#### Exercise directions
Start at the first line below and write out everything verbatim except the pictures.

#### Supplied material
******************************
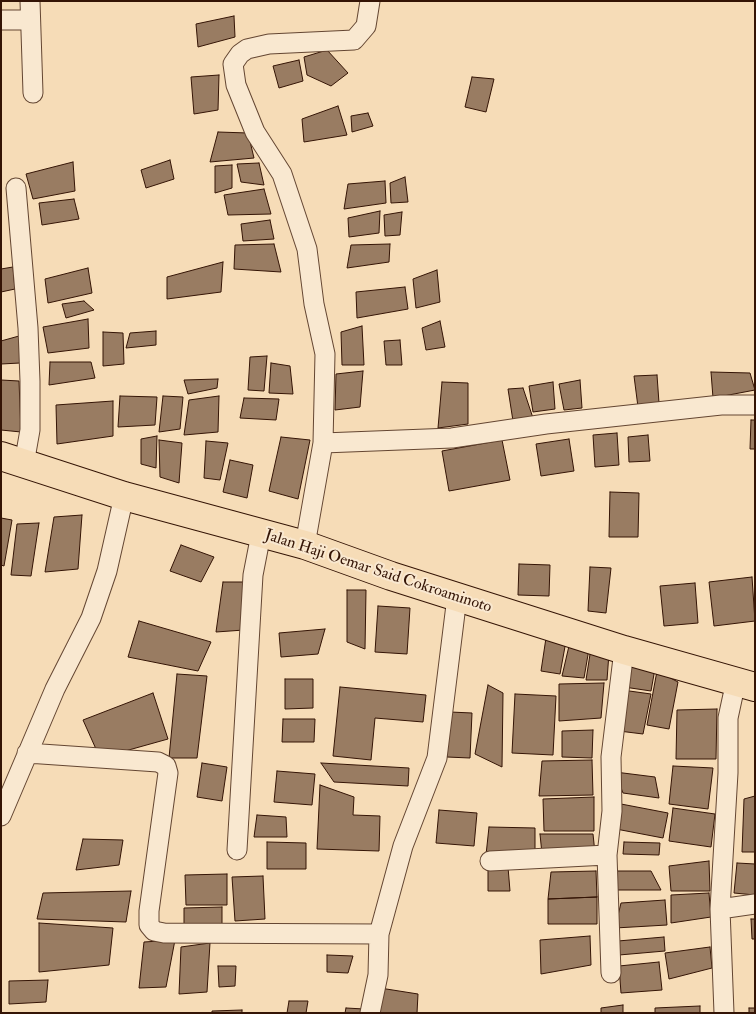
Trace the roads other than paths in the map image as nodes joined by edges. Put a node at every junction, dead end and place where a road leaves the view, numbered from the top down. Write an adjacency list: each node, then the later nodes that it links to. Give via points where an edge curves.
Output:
1 (30, 1): 4 (street)
2 (370, 1): 8 (street, via 366,26 354,40 269,44 247,49 233,64 236,85 256,132 282,174 307,249 324,354)
3 (1, 20): 4 (street)
4 (30, 20): 5 (street)
5 (33, 93)
6 (16, 188): 9 (street, via 28,328 30,430)
7 (755, 405): 8 (street, via 721,405 546,424 452,438)
8 (323, 443): 12 (street)
9 (13, 460): 10 (highway, Jalan Haji Oemar Said Cokroaminoto)
10 (124, 496): 11 (highway, Jalan Haji Oemar Said Cokroaminoto); 16 (street, via 107,571 91,618)
11 (261, 534): 12 (highway, Jalan Haji Oemar Said Cokroaminoto); 18 (street, via 253,575)
12 (305, 546): 13 (highway, Jalan Haji Oemar Said Cokroaminoto)
13 (457, 597): 14 (highway, Jalan Haji Oemar Said Cokroaminoto); 23 (street, via 437,758 403,846)
14 (624, 650): 15 (highway, Jalan Haji Oemar Said Cokroaminoto); 19 (street, via 611,757 612,811)
15 (746, 684): 22 (street, via 728,718)
16 (27, 753): 17 (street); 23 (street, via 158,762 166,766 168,773 149,911 149,924 154,930 164,933)
17 (1, 816)
18 (237, 850)
19 (607, 855): 20 (street); 24 (street)
20 (490, 861)
21 (755, 904): 22 (street)
22 (720, 909): 26 (street)
23 (379, 934): 25 (street, via 378,975)
24 (611, 973)
25 (370, 1013)
26 (724, 1013)

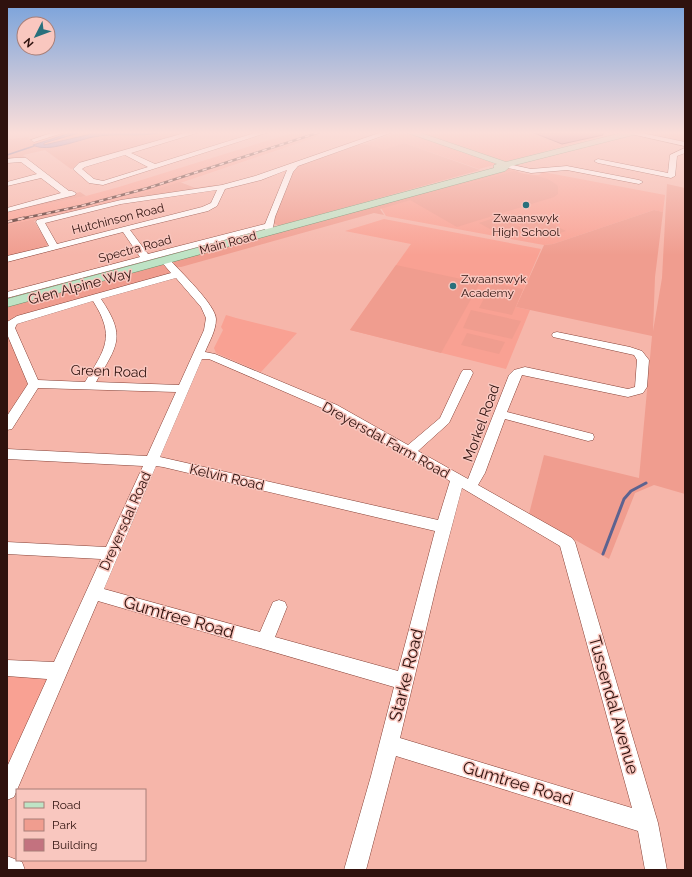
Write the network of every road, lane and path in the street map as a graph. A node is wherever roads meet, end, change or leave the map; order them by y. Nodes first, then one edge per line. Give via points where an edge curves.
1 (40, 173) edge
2 (81, 173) edge
3 (135, 173) edge
4 (274, 173) edge
5 (289, 173) edge
6 (486, 173) edge
7 (592, 173) edge
8 (655, 173) edge
9 (672, 173) edge
10 (43, 175) junction
11 (639, 182) dead end
12 (7, 184) edge
13 (222, 187) junction
14 (75, 192) dead end
15 (67, 194) junction
16 (7, 210) edge
17 (269, 228) junction
18 (125, 229) junction
19 (54, 247) junction
20 (146, 258) junction
21 (7, 259) edge
22 (165, 260) junction
23 (178, 274) junction
24 (51, 287) junction
25 (7, 295) edge
26 (95, 297) junction
27 (7, 303) edge
28 (557, 335) dead end
29 (199, 355) junction
30 (466, 373) dead end
31 (34, 384) junction
32 (89, 385) junction
33 (183, 389) junction
34 (500, 414) junction
35 (7, 426) edge
36 (588, 437) dead end
37 (409, 452) junction
38 (7, 454) edge
39 (152, 461) junction
40 (464, 483) junction
41 (443, 526) junction
42 (566, 542) joint
43 (7, 548) edge
44 (110, 553) junction
45 (94, 593) junction
46 (279, 607) dead end
47 (264, 642) junction
48 (7, 668) edge
49 (60, 671) junction
50 (403, 681) junction
51 (389, 744) junction
52 (7, 790) edge
53 (647, 823) junction
54 (7, 867) edge
55 (14, 870) edge
56 (355, 870) edge
57 (656, 870) edge

1 - 10 street
2 - 3 street via 98,183
4 - 13 street
5 - 17 street
6 - 17 main road, Main Road
7 - 11 street
8 - 9 street via 670,176
10 - 12 street
10 - 15 street
13 - 18 street, Hutchinson Road via 218,199 209,208
13 - 19 street via 133,200 42,221 40,223
14 - 15 street
15 - 16 street
17 - 20 street, Spectra Road
17 - 22 main road, Main Road
18 - 19 street, Hutchinson Road
18 - 20 street
19 - 21 street, Hutchinson Road
20 - 24 street, Spectra Road
22 - 23 street, Dreyersdal Road
22 - 24 main road, Main Road
23 - 26 street, Glen Alpine Way
23 - 29 street, Dreyersdal Road via 206,306 211,318
24 - 25 street, Spectra Road
24 - 27 main road, Main Road
26 - 31 street, Glen Alpine Way via 12,322 10,328
26 - 32 street via 112,325 112,340
28 - 34 street, Morkel Road via 638,353 643,360 641,387 633,393 623,392 521,371 514,375
29 - 33 street, Dreyersdal Road
29 - 37 street, Dreyersdal Farm Road via 211,356 333,408
30 - 37 street via 445,420
31 - 32 street, Green Road
31 - 35 street
32 - 33 street, Green Road
33 - 39 street, Dreyersdal Road
34 - 36 street
34 - 40 street, Morkel Road via 478,473
37 - 40 street, Dreyersdal Farm Road
38 - 39 street, Kelvin Road
39 - 41 street, Kelvin Road
39 - 44 street, Dreyersdal Road
40 - 41 street, Starke Road
40 - 42 street, Dreyersdal Farm Road
41 - 50 street, Starke Road
42 - 53 street, Tussendal Avenue via 585,600
43 - 44 street
44 - 45 street, Dreyersdal Road
45 - 47 street, Gumtree Road
45 - 49 street, Dreyersdal Road
46 - 47 street
47 - 50 street, Gumtree Road
48 - 49 street
49 - 52 street, Dreyersdal Road
50 - 51 street, Starke Road
51 - 53 street, Gumtree Road
51 - 56 street, Starke Road
53 - 57 street, Tussendal Avenue
54 - 55 street

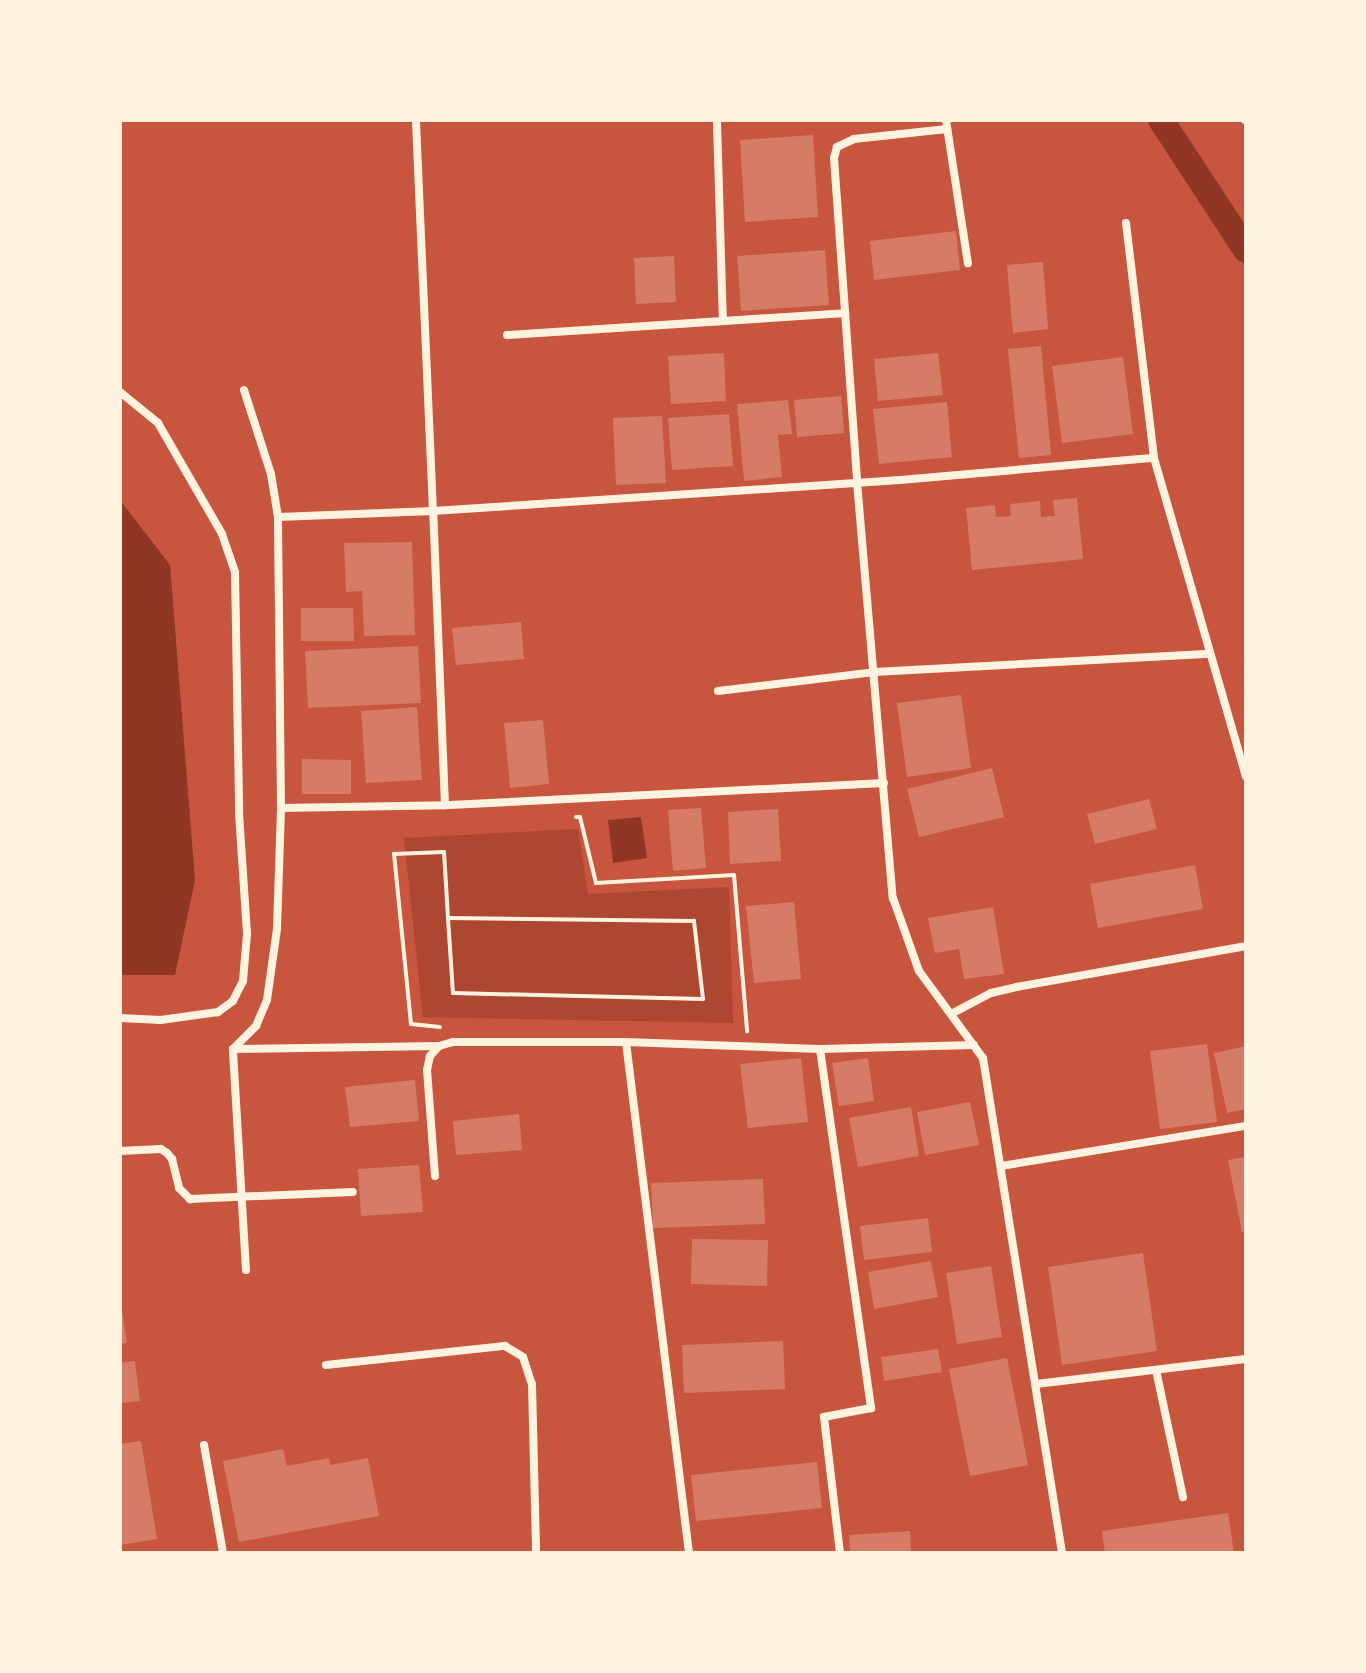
******************************
#### Solution
Trace the roads other than paths in the map image as nodes joined by edges. Put a node at every junction, dead end and place where a road leaves the view, numbered from the top down. Write an adjacency list: each node, then the later nodes that it links to. Give via points where an edge curves.
Output:
1 (30, 1): 4 (street)
2 (370, 1): 8 (street, via 366,26 354,40 269,44 247,49 233,64 236,85 256,132 282,174 307,249 324,354)
3 (1, 20): 4 (street)
4 (30, 20): 5 (street)
5 (33, 93)
6 (16, 188): 9 (street, via 28,328 30,430)
7 (755, 405): 8 (street, via 721,405 546,424 452,438)
8 (323, 443): 12 (street)
9 (13, 460): 10 (highway, Jalan Haji Oemar Said Cokroaminoto)
10 (124, 496): 11 (highway, Jalan Haji Oemar Said Cokroaminoto); 16 (street, via 107,571 91,618)
11 (261, 534): 12 (highway, Jalan Haji Oemar Said Cokroaminoto); 18 (street, via 253,575)
12 (305, 546): 13 (highway, Jalan Haji Oemar Said Cokroaminoto)
13 (457, 597): 14 (highway, Jalan Haji Oemar Said Cokroaminoto); 23 (street, via 437,758 403,846)
14 (624, 650): 15 (highway, Jalan Haji Oemar Said Cokroaminoto); 19 (street, via 611,757 612,811)
15 (746, 684): 22 (street, via 728,718)
16 (27, 753): 17 (street); 23 (street, via 158,762 166,766 168,773 149,911 149,924 154,930 164,933)
17 (1, 816)
18 (237, 850)
19 (607, 855): 20 (street); 24 (street)
20 (490, 861)
21 (755, 904): 22 (street)
22 (720, 909): 26 (street)
23 (379, 934): 25 (street, via 378,975)
24 (611, 973)
25 (370, 1013)
26 (724, 1013)

Write the network of every road, lane and path in the street map as a graph. A node is wherever roads meet, end, change or leave the map; order them by y. Nodes first, then one edge per line. Give via points where an edge curves.
1 (40, 173) edge
2 (81, 173) edge
3 (135, 173) edge
4 (274, 173) edge
5 (289, 173) edge
6 (486, 173) edge
7 (592, 173) edge
8 (655, 173) edge
9 (672, 173) edge
10 (43, 175) junction
11 (639, 182) dead end
12 (7, 184) edge
13 (222, 187) junction
14 (75, 192) dead end
15 (67, 194) junction
16 (7, 210) edge
17 (269, 228) junction
18 (125, 229) junction
19 (54, 247) junction
20 (146, 258) junction
21 (7, 259) edge
22 (165, 260) junction
23 (178, 274) junction
24 (51, 287) junction
25 (7, 295) edge
26 (95, 297) junction
27 (7, 303) edge
28 (557, 335) dead end
29 (199, 355) junction
30 (466, 373) dead end
31 (34, 384) junction
32 (89, 385) junction
33 (183, 389) junction
34 (500, 414) junction
35 (7, 426) edge
36 (588, 437) dead end
37 (409, 452) junction
38 (7, 454) edge
39 (152, 461) junction
40 (464, 483) junction
41 (443, 526) junction
42 (566, 542) joint
43 (7, 548) edge
44 (110, 553) junction
45 (94, 593) junction
46 (279, 607) dead end
47 (264, 642) junction
48 (7, 668) edge
49 (60, 671) junction
50 (403, 681) junction
51 (389, 744) junction
52 (7, 790) edge
53 (647, 823) junction
54 (7, 867) edge
55 (14, 870) edge
56 (355, 870) edge
57 (656, 870) edge

1 - 10 street
2 - 3 street via 98,183
4 - 13 street
5 - 17 street
6 - 17 main road, Main Road
7 - 11 street
8 - 9 street via 670,176
10 - 12 street
10 - 15 street
13 - 18 street, Hutchinson Road via 218,199 209,208
13 - 19 street via 133,200 42,221 40,223
14 - 15 street
15 - 16 street
17 - 20 street, Spectra Road
17 - 22 main road, Main Road
18 - 19 street, Hutchinson Road
18 - 20 street
19 - 21 street, Hutchinson Road
20 - 24 street, Spectra Road
22 - 23 street, Dreyersdal Road
22 - 24 main road, Main Road
23 - 26 street, Glen Alpine Way
23 - 29 street, Dreyersdal Road via 206,306 211,318
24 - 25 street, Spectra Road
24 - 27 main road, Main Road
26 - 31 street, Glen Alpine Way via 12,322 10,328
26 - 32 street via 112,325 112,340
28 - 34 street, Morkel Road via 638,353 643,360 641,387 633,393 623,392 521,371 514,375
29 - 33 street, Dreyersdal Road
29 - 37 street, Dreyersdal Farm Road via 211,356 333,408
30 - 37 street via 445,420
31 - 32 street, Green Road
31 - 35 street
32 - 33 street, Green Road
33 - 39 street, Dreyersdal Road
34 - 36 street
34 - 40 street, Morkel Road via 478,473
37 - 40 street, Dreyersdal Farm Road
38 - 39 street, Kelvin Road
39 - 41 street, Kelvin Road
39 - 44 street, Dreyersdal Road
40 - 41 street, Starke Road
40 - 42 street, Dreyersdal Farm Road
41 - 50 street, Starke Road
42 - 53 street, Tussendal Avenue via 585,600
43 - 44 street
44 - 45 street, Dreyersdal Road
45 - 47 street, Gumtree Road
45 - 49 street, Dreyersdal Road
46 - 47 street
47 - 50 street, Gumtree Road
48 - 49 street
49 - 52 street, Dreyersdal Road
50 - 51 street, Starke Road
51 - 53 street, Gumtree Road
51 - 56 street, Starke Road
53 - 57 street, Tussendal Avenue
54 - 55 street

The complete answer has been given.